Jesus is not and has never been on a throne, he's in the gutter, on the streets, walking in the refugee camp, kneeling among the frightened masses, holding out his hand to the outcast and the stranger. Jesus on the throne is the idolatry of the Empire, it is the bejeweled cross of Caesar leading Armies of oppression. Jesus on the throne is a betrayal of Gospel. If Jesus stands among the marginalized so must we. Speak up, speak out, and like him bow down, reach low, get dirty, carry your cross and overcome fear. Look around and see Jesus among us resisting the will of the empire to bring death and fear. Join with him walking among the lost and the least.

This love isn’t easy, but it is liberating. It is the power to love that makes us most fully human. If we love this way, the world can never take our humanity away from us.
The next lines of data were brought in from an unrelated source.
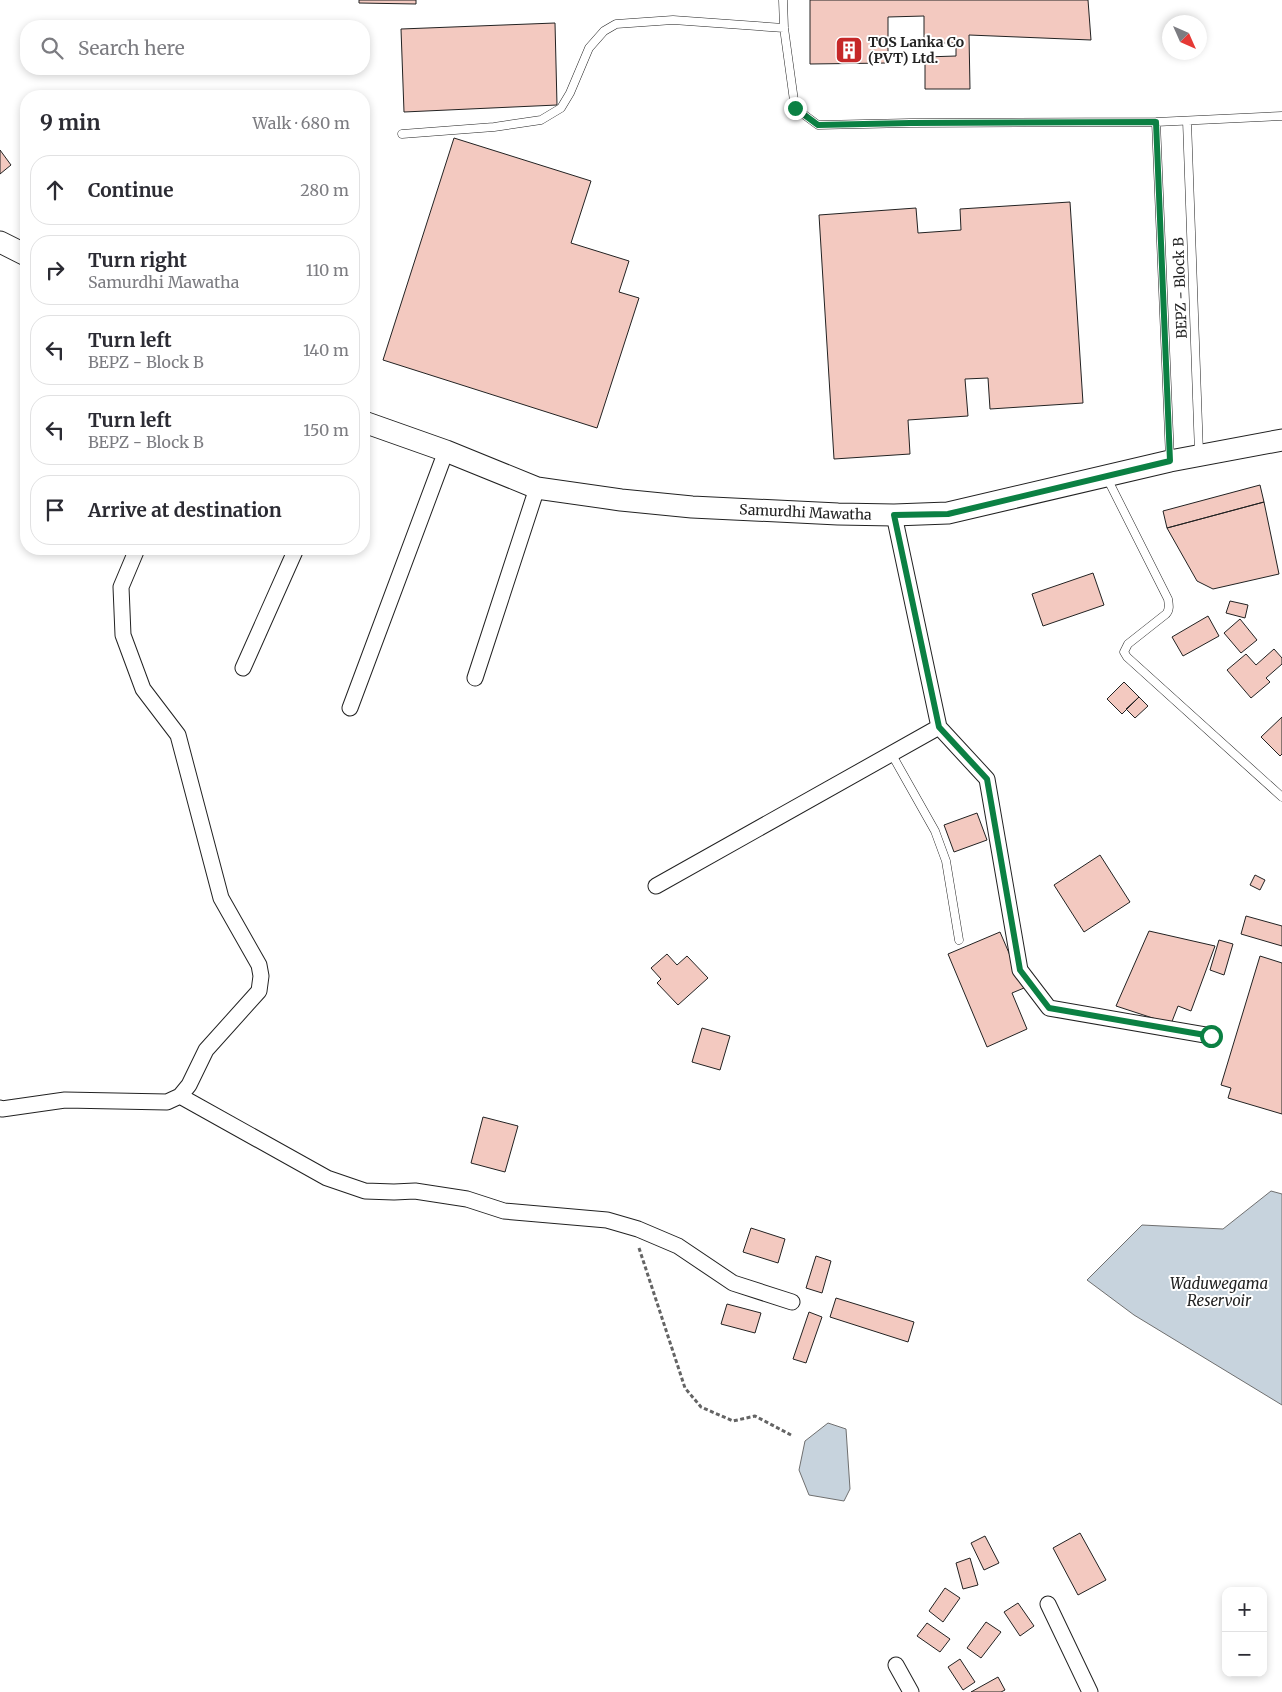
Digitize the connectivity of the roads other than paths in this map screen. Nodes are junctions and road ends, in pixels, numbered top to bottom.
1 (783, 0) edge
2 (784, 28) junction
3 (1282, 116) edge
4 (1186, 120) junction
5 (1156, 122) junction
6 (402, 134) dead end
7 (0, 242) edge
8 (20, 253) edge
9 (370, 424) edge
10 (1282, 440) edge
11 (446, 451) junction
12 (1199, 455) junction
13 (1170, 461) junction
14 (1106, 476) junction
15 (537, 488) junction
16 (894, 515) junction
17 (134, 555) edge
18 (293, 555) edge
19 (243, 668) dead end
20 (475, 678) dead end
21 (350, 708) dead end
22 (939, 727) junction
23 (891, 753) junction
24 (1282, 797) edge
25 (656, 886) dead end
26 (959, 940) dead end
27 (1211, 1036) dead end
28 (180, 1096) junction
29 (0, 1108) edge
30 (792, 1302) dead end
31 (1048, 1604) dead end
32 (896, 1665) dead end
33 (911, 1692) edge
34 (1090, 1692) edge

1 - 2 lane
2 - 5 lane
2 - 6 lane
3 - 4 lane
4 - 5 lane
4 - 12 lane, BEPZ - Block B
5 - 13 lane, BEPZ - Block B
7 - 8 main road
9 - 11 main road, Samurdhi Mawatha
10 - 12 main road, Samurdhi Mawatha
11 - 15 main road, Samurdhi Mawatha
11 - 21 street
12 - 13 main road, Samurdhi Mawatha
13 - 14 main road, Samurdhi Mawatha
14 - 16 main road, Samurdhi Mawatha
14 - 24 lane
15 - 16 main road, Samurdhi Mawatha
15 - 20 street
16 - 22 street
17 - 28 street
18 - 19 street
22 - 23 street
22 - 27 street
23 - 25 street
23 - 26 lane
28 - 29 street
28 - 30 street
31 - 34 street
32 - 33 street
I’ve written to you about courage, resistance, and love, and I would like to end by saying a few words about faith. It is a terrible misunderstanding to think that faith is about one religious statement of belief or another. That is not what faith is. Faith is about having an existential trust in what is most enduring, most worthy, most true, and most worthy of committing our lives to. Put your faith in love and in love’s power to spur care and humaneness in our lives. Our love and compassion and humaneness are worth fighting for. James Baldwin writes of such a faith,

One discovers the light in darkness. That is what darkness is for. But everything in our lives depends on how we bear the light. It is necessary, while in darkness, to know that there is a light somewhere, to know that in oneself, waiting to be found there is a light. What the light reveals is danger, and what it demands is faith…

For nothing is fixed, forever, and forever, and forever, it is not fixed; the earth is always shifting, the light is always changing, the sea does not cease to grind down rock. Generations do not cease to be born, and we are responsible to them because we are the only witnesses they have…The sea rises, the light fails, lovers cling to each other, and children cling to us. And the moment we cease to hold each other, the moment we break faith with one another, the sea engulfs us and the light goes out.

Daughter, you will look back and wonder. You will look back and mourn. You will look back and judge. You will look back and know that you are so very loved and that we have worked with conviction, with resistance, with faith, and with deepest love to give you a better world. I love you. I love you.